### BRIEF
Pick every line out of the entries below that has the string "road", and copy it.

Stored dataset items:
|---|

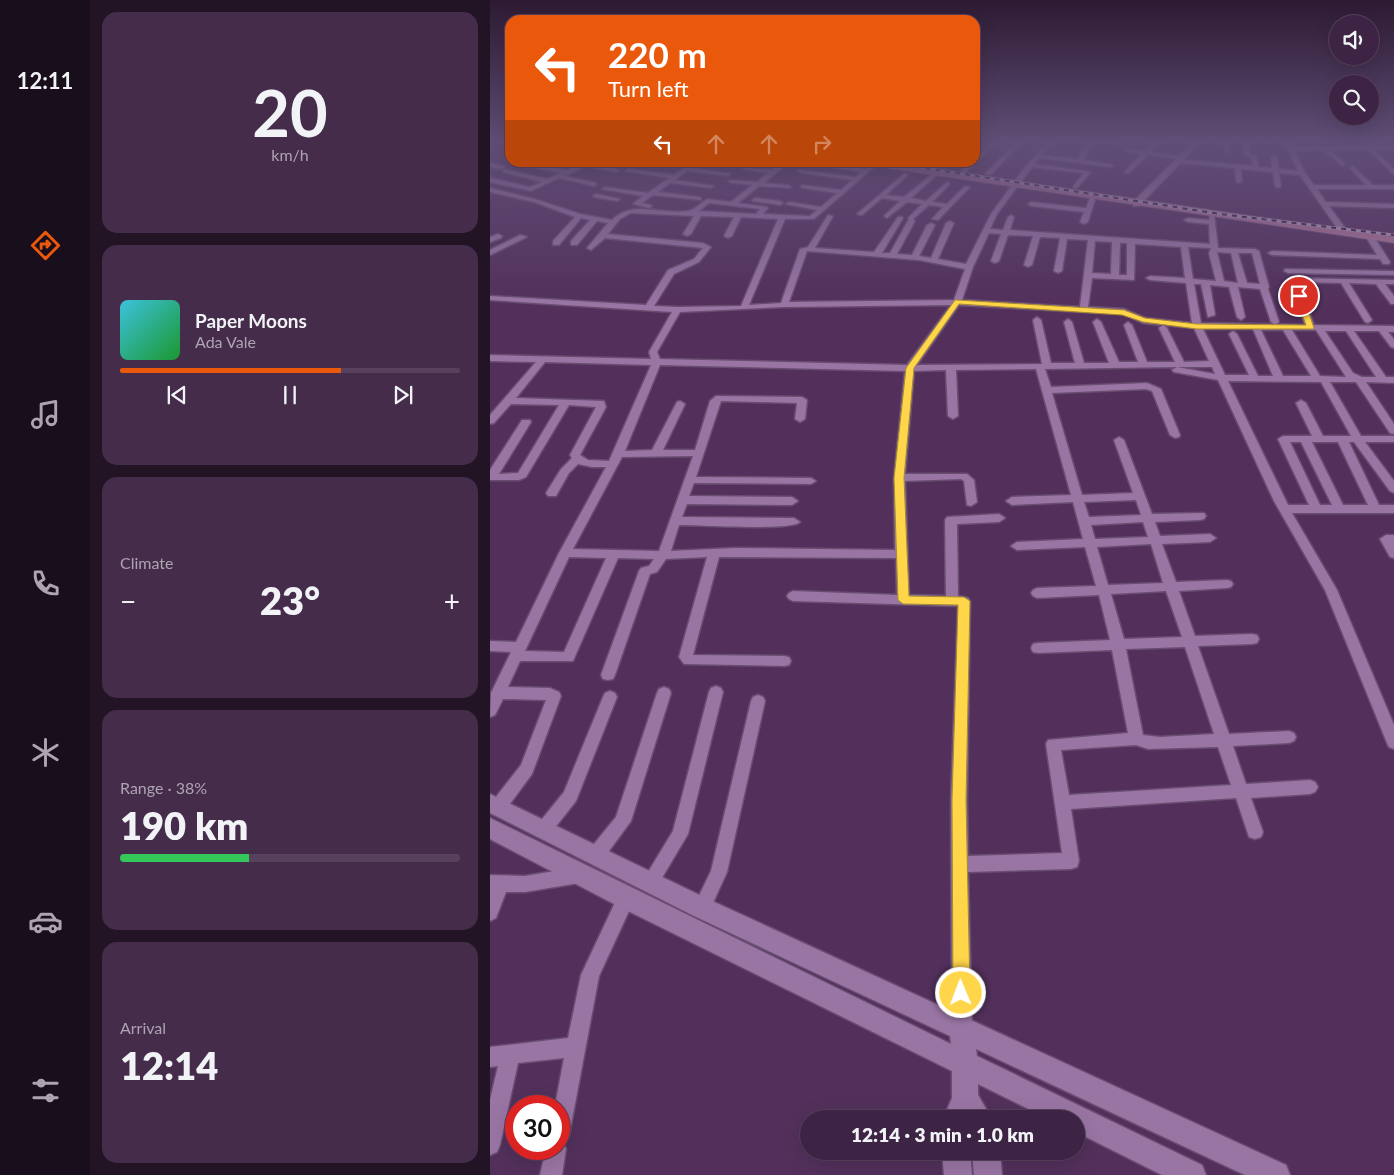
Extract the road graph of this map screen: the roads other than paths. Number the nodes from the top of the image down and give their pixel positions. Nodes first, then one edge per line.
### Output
1 (1093, 196) edge
2 (519, 197) edge
3 (647, 197) edge
4 (681, 197) edge
5 (836, 197) edge
6 (880, 197) edge
7 (886, 197) edge
8 (908, 197) edge
9 (933, 197) edge
10 (958, 197) edge
11 (1007, 197) edge
12 (1100, 197) edge
13 (1125, 197) edge
14 (1142, 197) edge
15 (1320, 197) edge
16 (1346, 197) edge
17 (1376, 197) dead end
18 (741, 198) junction
19 (797, 198) dead end
20 (719, 199) junction
21 (904, 200) junction
22 (1138, 201) junction
23 (780, 203) dead end
24 (927, 203) junction
25 (733, 204) junction
26 (789, 204) dead end
27 (1031, 204) dead end
28 (1325, 204) junction
29 (687, 205) dead end
30 (1351, 205) junction
31 (749, 206) junction
32 (826, 206) junction
33 (948, 206) junction
34 (1382, 206) junction
35 (1393, 207) edge
36 (1088, 210) junction
37 (678, 211) dead end
38 (700, 212) junction
39 (721, 212) dead end
40 (740, 214) junction
41 (758, 214) dead end
42 (860, 214) dead end
43 (579, 216) junction
44 (830, 216) dead end
45 (887, 216) dead end
46 (782, 217) junction
47 (1011, 217) dead end
48 (900, 218) dead end
49 (1212, 219) junction
50 (594, 220) junction
51 (1188, 220) dead end
52 (613, 222) junction
53 (1084, 222) dead end
54 (950, 223) dead end
55 (1340, 230) junction
56 (987, 231) junction
57 (1005, 232) junction
58 (688, 234) dead end
59 (1037, 234) junction
60 (1394, 234) edge
61 (498, 236) dead end
62 (603, 236) junction
63 (728, 236) dead end
64 (1064, 236) junction
65 (523, 237) dead end
66 (1370, 237) junction
67 (1092, 238) junction
68 (490, 240) edge
69 (1116, 240) junction
70 (1394, 240) edge
71 (1131, 241) junction
72 (556, 242) dead end
73 (574, 243) dead end
74 (1184, 245) junction
75 (591, 248) dead end
76 (1215, 248) junction
77 (810, 250) junction
78 (1234, 250) junction
79 (490, 253) edge
80 (1272, 253) dead end
81 (877, 254) junction
82 (893, 255) junction
83 (915, 257) junction
84 (1383, 257) junction
85 (934, 260) junction
86 (995, 261) dead end
87 (1028, 265) dead end
88 (969, 266) junction
89 (1058, 271) dead end
90 (1288, 271) dead end
91 (1088, 275) junction
92 (1114, 276) junction
93 (1393, 277) edge
94 (1150, 278) dead end
95 (1190, 281) junction
96 (1204, 282) junction
97 (1220, 282) junction
98 (1344, 282) junction
99 (1379, 282) junction
100 (1233, 285) junction
101 (1243, 286) junction
102 (1263, 286) junction
103 (490, 298) edge
104 (957, 302) junction
105 (1394, 302) edge
106 (784, 305) junction
107 (649, 307) junction
108 (744, 308) junction
109 (677, 310) junction
110 (1084, 310) junction
111 (1211, 315) dead end
112 (1241, 317) dead end
113 (1037, 320) dead end
114 (1368, 320) dead end
115 (1068, 322) dead end
116 (1097, 322) dead end
117 (1275, 322) dead end
118 (1128, 325) dead end
119 (1197, 326) junction
120 (1256, 327) junction
121 (1286, 327) junction
122 (1163, 328) dead end
123 (1315, 328) junction
124 (1348, 328) junction
125 (1382, 329) junction
126 (1394, 329) edge
127 (1233, 334) dead end
128 (1394, 345) edge
129 (490, 358) edge
130 (542, 359) junction
131 (657, 362) junction
132 (1180, 364) junction
133 (1214, 364) junction
134 (1115, 365) junction
135 (1144, 365) junction
136 (1044, 366) junction
137 (1081, 366) junction
138 (910, 368) junction
139 (951, 368) junction
140 (1221, 378) junction
141 (1256, 378) junction
142 (1279, 378) junction
143 (1320, 379) junction
144 (1359, 379) junction
145 (1384, 380) junction
146 (1394, 380) edge
147 (1046, 390) junction
148 (508, 401) junction
149 (566, 402) junction
150 (1301, 403) dead end
151 (680, 404) dead end
152 (953, 416) dead end
153 (800, 419) dead end
154 (490, 420) edge
155 (526, 422) dead end
156 (1394, 431) edge
157 (1175, 435) dead end
158 (1305, 439) junction
159 (1319, 439) junction
160 (1342, 439) junction
161 (1394, 439) edge
162 (1119, 440) dead end
163 (1358, 440) junction
164 (656, 454) junction
165 (699, 454) junction
166 (577, 459) junction
167 (615, 459) junction
168 (490, 477) edge
169 (899, 478) junction
170 (690, 480) junction
171 (810, 481) dead end
172 (1394, 489) edge
173 (552, 493) dead end
174 (1140, 496) junction
175 (1079, 499) junction
176 (683, 500) junction
177 (792, 501) dead end
178 (1012, 501) dead end
179 (971, 502) dead end
180 (1285, 509) junction
181 (1316, 509) junction
182 (1340, 509) junction
183 (1375, 509) junction
184 (1394, 509) edge
185 (1200, 516) dead end
186 (999, 518) dead end
187 (1146, 519) junction
188 (675, 521) junction
189 (1085, 521) junction
190 (794, 522) dead end
191 (1210, 538) dead end
192 (1394, 539) edge
193 (1153, 540) junction
194 (1091, 543) junction
195 (1017, 546) dead end
196 (565, 553) junction
197 (714, 553) junction
198 (614, 554) junction
199 (663, 554) junction
200 (901, 554) junction
201 (1394, 554) edge
202 (1227, 584) dead end
203 (1170, 588) junction
204 (1103, 591) junction
205 (1037, 593) dead end
206 (793, 596) dead end
207 (903, 600) junction
208 (952, 601) junction
209 (1252, 639) dead end
210 (1190, 642) junction
211 (490, 646) edge
212 (1118, 646) junction
213 (1038, 648) dead end
214 (517, 652) junction
215 (784, 661) dead end
216 (608, 676) dead end
217 (664, 692) dead end
218 (716, 692) dead end
219 (498, 693) junction
220 (610, 697) dead end
221 (758, 701) dead end
222 (490, 711) edge
223 (1289, 737) dead end
224 (1136, 739) junction
225 (1224, 741) junction
226 (1394, 744) edge
227 (1310, 787) dead end
228 (1241, 790) junction
229 (1062, 802) junction
230 (493, 813) edge
231 (544, 829) junction
232 (1255, 832) dead end
233 (595, 856) junction
234 (959, 864) junction
235 (581, 875) junction
236 (650, 882) junction
237 (495, 883) edge
238 (626, 898) junction
239 (702, 908) junction
240 (490, 912) edge
241 (962, 1030) junction
242 (576, 1046) junction
243 (500, 1056) edge
244 (965, 1063) junction
245 (567, 1095) edge
246 (967, 1110) edge
247 (490, 1145) edge
248 (554, 1160) edge
249 (957, 1160) edge
250 (987, 1160) edge
251 (551, 1175) edge
252 (958, 1175) edge
253 (988, 1175) edge
254 (1192, 1175) edge
255 (1276, 1175) edge

1 - 36 street
2 - 43 street
3 - 37 street
4 - 29 street
5 - 32 street
6 - 42 street
7 - 21 street
8 - 21 street
9 - 24 street
10 - 33 street
11 - 56 street
12 - 22 main road
13 - 22 main road
14 - 22 street
15 - 28 street
16 - 30 street
17 - 34 street
18 - 20 street
18 - 23 street
18 - 25 street
19 - 32 street
20 - 25 street
20 - 38 street
20 - 38 street
21 - 24 street
21 - 45 street
22 - 49 main road
22 - 55 main road
24 - 33 street
24 - 82 street
25 - 31 street
25 - 39 street
26 - 32 street
27 - 36 street
28 - 30 street
28 - 55 street
30 - 34 street
31 - 40 street
31 - 41 street
32 - 46 street
33 - 83 street
34 - 35 street
36 - 53 street
38 - 40 street
38 - 52 street
38 - 58 street
40 - 46 street
40 - 63 street
43 - 50 street
43 - 72 street
44 - 77 street
46 - 108 street
47 - 57 street
48 - 81 street
49 - 51 street
49 - 55 main road
49 - 76 street
50 - 52 street
50 - 73 street
52 - 62 street
54 - 85 street
55 - 60 main road
55 - 66 main road
56 - 57 street
56 - 88 street
57 - 59 street
57 - 86 street
59 - 64 street
59 - 87 street
61 - 68 street
62 - 75 street
62 - 107 street
64 - 67 street
64 - 89 street
65 - 79 street
66 - 70 main road
66 - 84 street
67 - 69 street
67 - 91 street
69 - 71 street
69 - 92 street
71 - 74 street
71 - 92 street
74 - 76 street
74 - 95 street
76 - 78 street
76 - 97 street
77 - 81 street
77 - 106 street
78 - 101 street
78 - 102 street
80 - 84 street
81 - 82 street
82 - 83 street
83 - 85 street
84 - 93 street
85 - 88 street
88 - 104 street
90 - 93 street
91 - 92 street
91 - 110 street
93 - 99 street
94 - 95 street
95 - 96 street
95 - 119 street
96 - 97 street
96 - 111 street
97 - 100 street
98 - 99 street
98 - 114 street
98 - 123 street
99 - 105 street
100 - 101 street
100 - 112 street
101 - 102 street
102 - 117 street
103 - 107 street
104 - 106 street
104 - 110 street
104 - 138 street
106 - 108 street
107 - 109 street
108 - 109 street
109 - 131 street
110 - 119 street
113 - 136 street
115 - 137 street
116 - 134 street
118 - 135 street
119 - 120 street
119 - 133 street
120 - 121 street
120 - 142 street
121 - 123 street
121 - 143 street
122 - 132 street
123 - 124 street
123 - 144 street
124 - 125 street
124 - 145 street
125 - 126 street
125 - 128 street
127 - 141 street
129 - 130 street
130 - 131 street
130 - 148 street
131 - 138 street
131 - 167 street
132 - 133 street
132 - 135 street
133 - 140 street
134 - 135 street
134 - 137 street
135 - 140 street
136 - 137 street
136 - 139 street
136 - 147 street
138 - 139 street
138 - 169 street
139 - 152 street
140 - 141 street
140 - 180 street
141 - 142 street
142 - 143 street
143 - 144 street
143 - 163 street
144 - 145 street
144 - 156 street
145 - 146 street
147 - 157 street
147 - 175 street
148 - 149 street
148 - 154 street
149 - 166 street
149 - 168 street
150 - 159 street
151 - 164 street
153 - 165 street
155 - 168 street
158 - 159 street
158 - 181 street
158 - 182 street
159 - 160 street
160 - 163 street
160 - 183 street
161 - 163 street
162 - 174 street
163 - 172 street
164 - 165 street
164 - 167 street
165 - 170 street
166 - 167 street
166 - 173 street
167 - 196 street
169 - 179 street
169 - 200 street
170 - 171 street
170 - 176 street
174 - 175 street
174 - 187 street
175 - 178 street
175 - 189 street
176 - 177 street
176 - 188 street
180 - 181 street
180 - 226 street
181 - 182 street
182 - 183 street
183 - 184 street
185 - 187 street
186 - 208 street
187 - 189 street
187 - 193 street
188 - 190 street
188 - 199 street
189 - 194 street
191 - 193 street
192 - 201 street
193 - 194 street
193 - 203 street
194 - 195 street
194 - 204 street
196 - 198 street
196 - 214 street
197 - 199 street
197 - 200 street
197 - 215 street
198 - 199 street
198 - 214 street
199 - 216 street
200 - 207 street
202 - 203 street
203 - 204 street
203 - 210 street
204 - 205 street
204 - 212 street
206 - 207 street
207 - 208 street
208 - 234 street
209 - 210 street
210 - 212 street
210 - 225 street
211 - 214 street
212 - 213 street
212 - 224 street
214 - 219 street
217 - 233 street
218 - 236 street
219 - 222 street
219 - 230 street
220 - 231 street
221 - 239 street
223 - 225 street
224 - 225 street
224 - 229 street
225 - 228 street
227 - 228 street
228 - 229 street
228 - 232 street
229 - 234 street
230 - 231 street
230 - 235 street
231 - 233 street
233 - 236 street
234 - 241 street
235 - 237 street
235 - 238 street
236 - 239 street
237 - 240 street
238 - 242 street
238 - 244 street
239 - 241 street
241 - 244 street
241 - 255 street
242 - 243 street
242 - 245 street
243 - 247 street
244 - 246 street
244 - 254 street
248 - 251 street
249 - 252 street
250 - 253 street

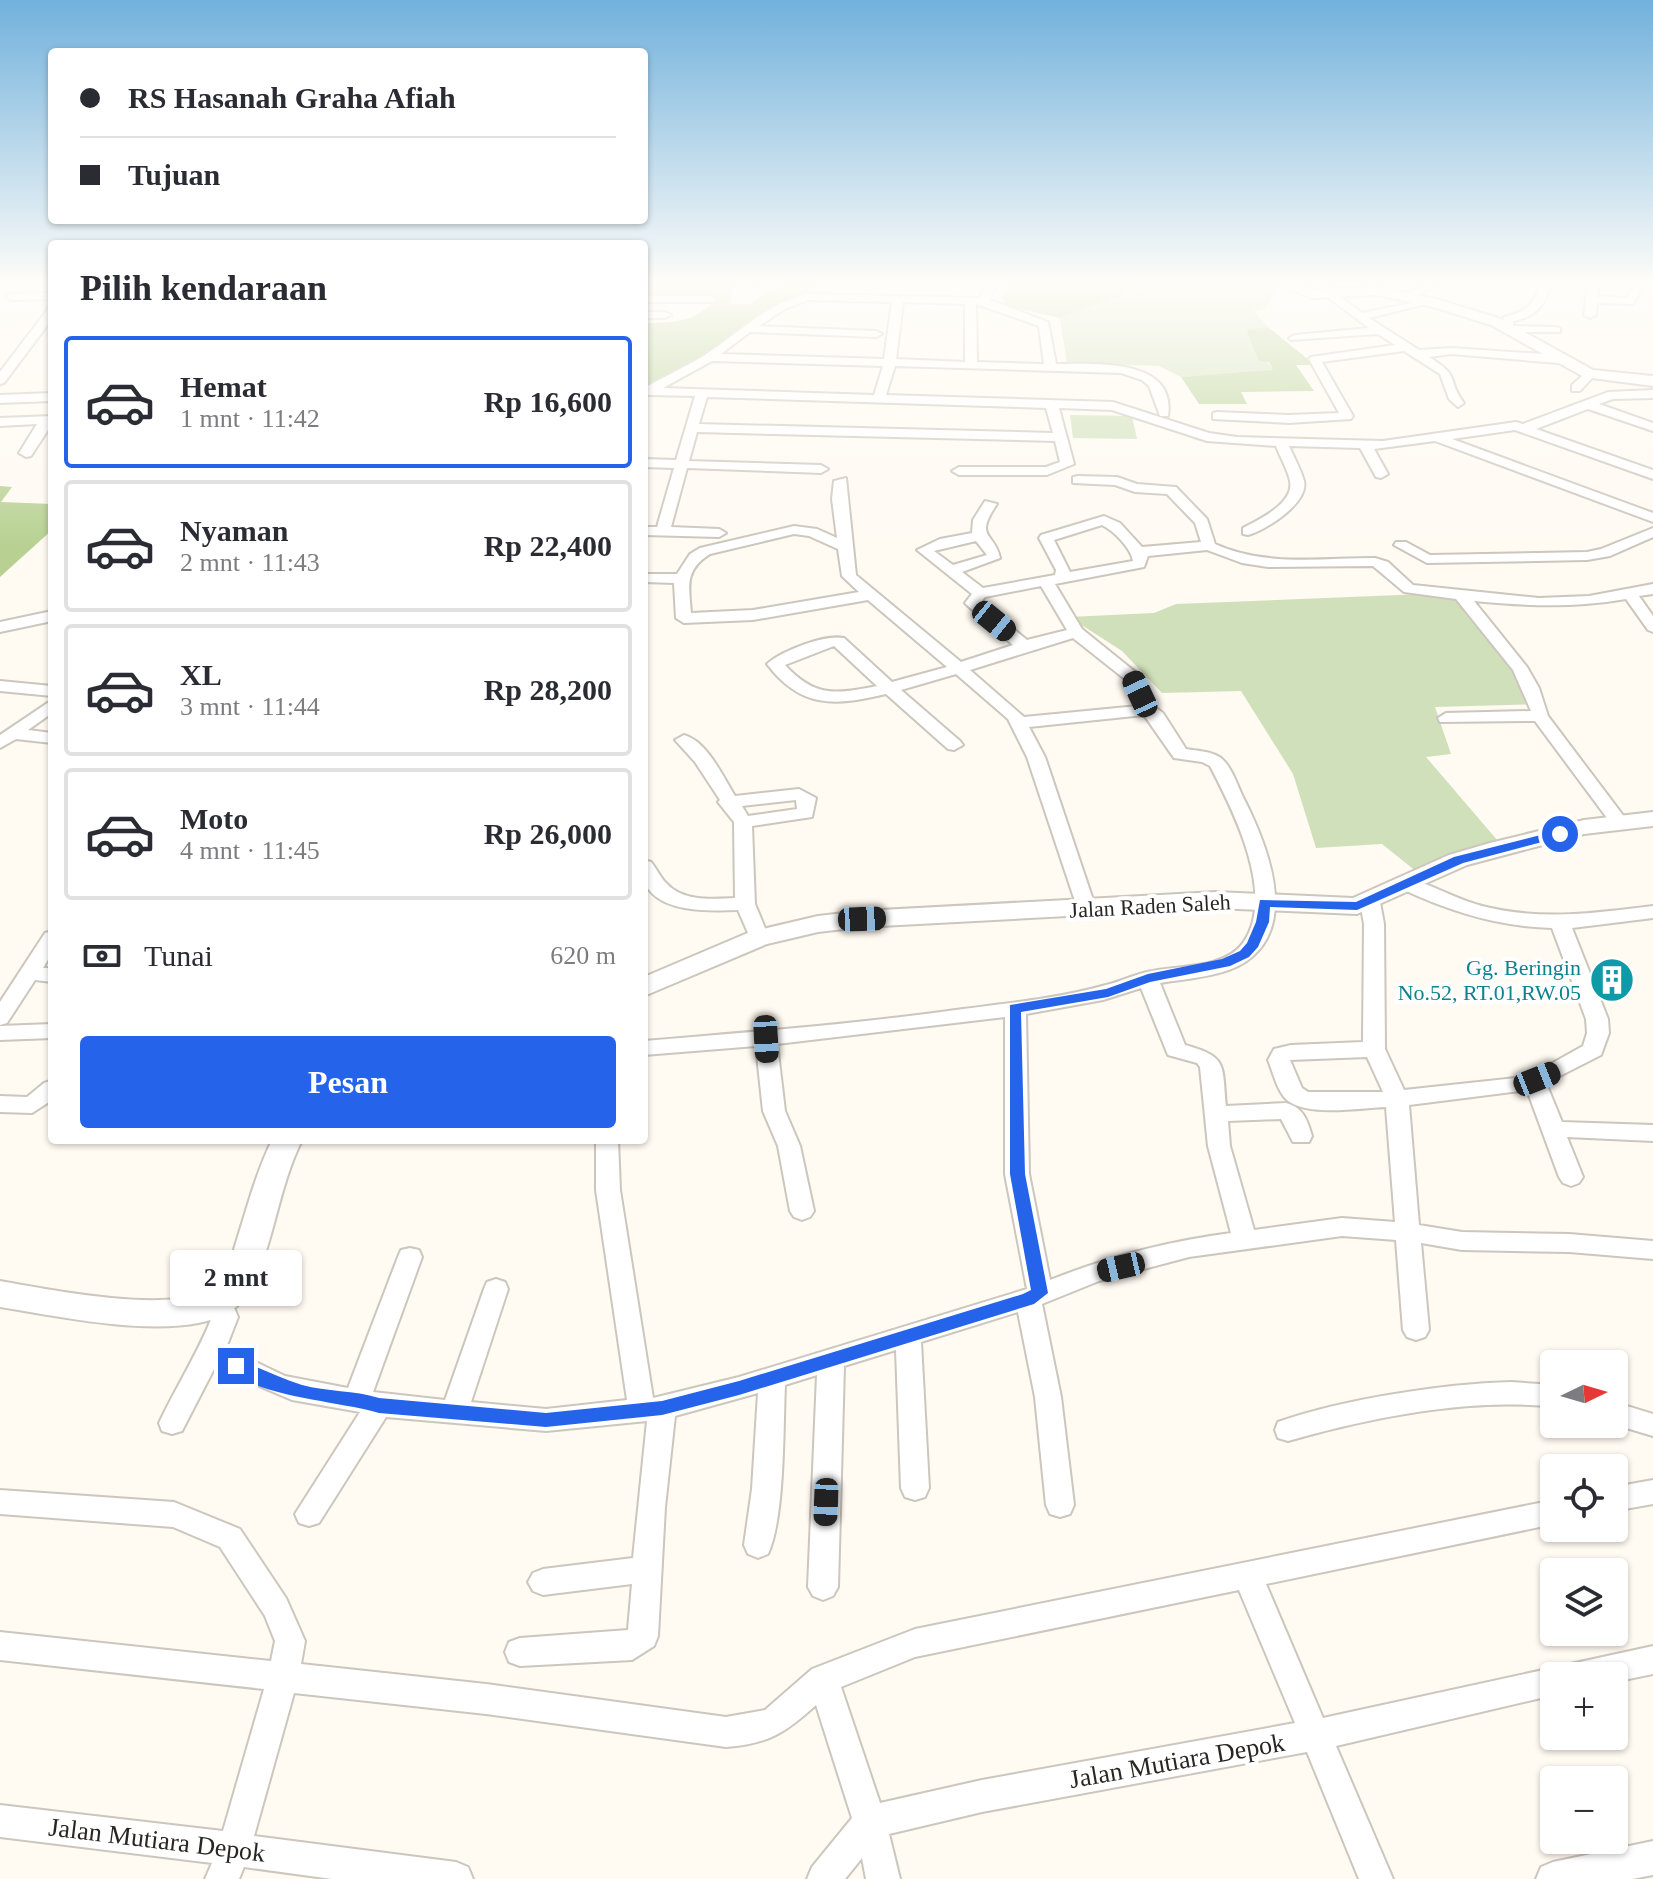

|---|

### RESPONSE AREA
Extract the road graph of this map screen: the roads other than paths. Number the nodes from the top of the image down and give their pixel positions. Nodes first, then one edge per line.
12 - 22 main road
13 - 22 main road
22 - 49 main road
22 - 55 main road
49 - 55 main road
55 - 60 main road
55 - 66 main road
66 - 70 main road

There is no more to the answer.